I do this along with elements.”
“Resilience offers short but challenging practices that fit easily in my busy schedule. Doing it regularly helped me get rid off shoulder pain and makes me indeed feel better and more confident in my body in my day to day life as well as in sports.”
“When I think about the Resilience program, the main emotion I feel is… gratitude.
It’s like, “thank god there’s a program like this,” because Resilience gives me a chance to do things that I rarely find time to do otherwise.
While most of my training is about “strength”, which focuses on the muscles, in short sets of 30 seconds to a minute each.
In Resilience, your joints and your often ignored “weak links” (ankles, wrists, elbows, etc) get a lot more attention. They’re so easy to ignore, which is why I’m grateful that this program makes them easy to NOT ignore.
Moreover, the durations are way longer — 3 to 6 minutes of constant movement, in a single set, and then you move on to a different exercise. This is also a great relief, because it allows you to really spend time with each movement and feel it at a deep level. It’s like physical meditation, which I enjoy more than the endless “artificial” cycles of work-rest-work-rest that modern exercise has become.
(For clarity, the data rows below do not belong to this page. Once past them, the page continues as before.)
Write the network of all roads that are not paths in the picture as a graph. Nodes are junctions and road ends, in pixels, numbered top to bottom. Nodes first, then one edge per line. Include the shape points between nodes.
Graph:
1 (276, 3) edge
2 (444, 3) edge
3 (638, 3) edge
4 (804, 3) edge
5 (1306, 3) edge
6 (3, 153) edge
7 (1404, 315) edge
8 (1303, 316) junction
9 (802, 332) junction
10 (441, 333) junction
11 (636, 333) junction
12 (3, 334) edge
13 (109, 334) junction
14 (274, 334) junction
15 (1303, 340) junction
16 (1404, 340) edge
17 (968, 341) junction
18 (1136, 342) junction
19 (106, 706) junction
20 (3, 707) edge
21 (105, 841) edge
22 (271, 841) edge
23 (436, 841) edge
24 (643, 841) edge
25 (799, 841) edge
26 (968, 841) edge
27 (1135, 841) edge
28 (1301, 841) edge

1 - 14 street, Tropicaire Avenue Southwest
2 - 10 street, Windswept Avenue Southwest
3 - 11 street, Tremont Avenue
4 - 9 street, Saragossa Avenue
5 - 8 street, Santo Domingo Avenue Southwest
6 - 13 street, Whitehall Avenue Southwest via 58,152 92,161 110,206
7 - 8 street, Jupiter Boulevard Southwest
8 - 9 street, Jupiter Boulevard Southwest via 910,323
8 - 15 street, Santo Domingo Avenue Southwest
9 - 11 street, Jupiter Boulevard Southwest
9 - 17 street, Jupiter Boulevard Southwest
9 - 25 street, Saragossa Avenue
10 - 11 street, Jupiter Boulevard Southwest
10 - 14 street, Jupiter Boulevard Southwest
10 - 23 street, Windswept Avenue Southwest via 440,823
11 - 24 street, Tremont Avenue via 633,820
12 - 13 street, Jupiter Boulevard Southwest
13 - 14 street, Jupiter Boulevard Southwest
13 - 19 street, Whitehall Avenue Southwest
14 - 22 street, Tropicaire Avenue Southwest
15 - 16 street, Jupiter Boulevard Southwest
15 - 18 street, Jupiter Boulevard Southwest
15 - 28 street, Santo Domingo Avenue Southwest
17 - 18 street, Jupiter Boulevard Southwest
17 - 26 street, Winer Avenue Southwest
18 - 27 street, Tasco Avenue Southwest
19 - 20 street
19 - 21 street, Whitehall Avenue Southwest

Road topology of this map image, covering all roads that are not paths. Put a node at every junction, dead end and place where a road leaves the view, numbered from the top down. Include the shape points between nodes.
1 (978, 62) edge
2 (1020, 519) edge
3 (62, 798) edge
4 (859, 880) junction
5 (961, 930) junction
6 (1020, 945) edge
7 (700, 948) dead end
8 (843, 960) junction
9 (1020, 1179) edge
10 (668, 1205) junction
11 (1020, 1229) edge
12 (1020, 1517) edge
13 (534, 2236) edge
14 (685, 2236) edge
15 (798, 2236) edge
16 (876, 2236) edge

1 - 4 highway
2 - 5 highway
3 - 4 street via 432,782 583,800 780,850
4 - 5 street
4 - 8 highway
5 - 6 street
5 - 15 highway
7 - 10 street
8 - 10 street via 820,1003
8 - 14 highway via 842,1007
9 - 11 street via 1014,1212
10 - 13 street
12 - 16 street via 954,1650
I should also advise that this program is also very humbling, quickly revealing your weak links. I feel much more like a beginner while doing Resilience than even with Integral Strength.
Again, glad to have this program and grateful to the team for developing this.”
“I got this programme after dealing with the aftermath of an almost torn ligament, where I kept feeling knee pain. I realized I need to strengthen those areas that are more injury prone, especially with age. However, I was suprised that this programme does not tackle knees at all, which is surprising considered how many people have knee pain and injuries. Some of the excericses are good for the knees as well, but few. Anyway, there are many exercises, from the most basic to very advanced. I found some too easy, while others I will need to work on for a long time (like or shrimp pistol squats, ha!). So there's room to accommodate various levels. However, personally, I find most of the sessions not so helpful overall, because I'm already very flexible and mobile after practicing yoga for 15+ years, so I actually skip many excercises because they're too easy and there's no options to make them more challenging. I still appreciate the dfiveristy of movements and all the things I've learned, but I only find the last 6 lessons truly good for me. I think I'd only redo those.”
The program definitely will help your knees, including the shrimp/pistol combo you mentioned... it builds stability in the knee and ankle joints. More importantly, Resilience will improve your hip and ankle coordination (some of those "easy" movements you skipped), which address some of the most common issues that lead to knee injuries (limited ankle mobility is a BIG cause of knee injuries, for example). I strongly recommend following the actual program instead of picking and choosing portions based on your assumptions from other kinds of exercise.
“I am about halfway through the programs lessons or modules. This seems to be gentle to moderate intensity movements. The prep work gets you moving and mentally prepared and then the practice is hard enough to feel like an exercise for some sections. I appreciate the focus on slow smooth movements. My hardest areas like wrist and hips appreciate going through the motions and regularly feel better after a session. I tend to do the shorter variation but still get a positive sensation. I really recommend this to people with light nagging pains and people who want to explore different movements/activities from their typical knowledge.”
“Resilience is a real gem. First it was just something I did on my off days but the longer I used it, the more I liked the program. After finishing my first round some weeks before I immediately started my next round, this time as my main focus.”
“I found the program quite helpful in working around/through some nagging injuries.
And my mobility has improved significantly, I am currently not able to to access all movements, but fully expect to when injuries have completely healed.
As with all the GMB programs the videos and explanations are excellent, some of the best there is.”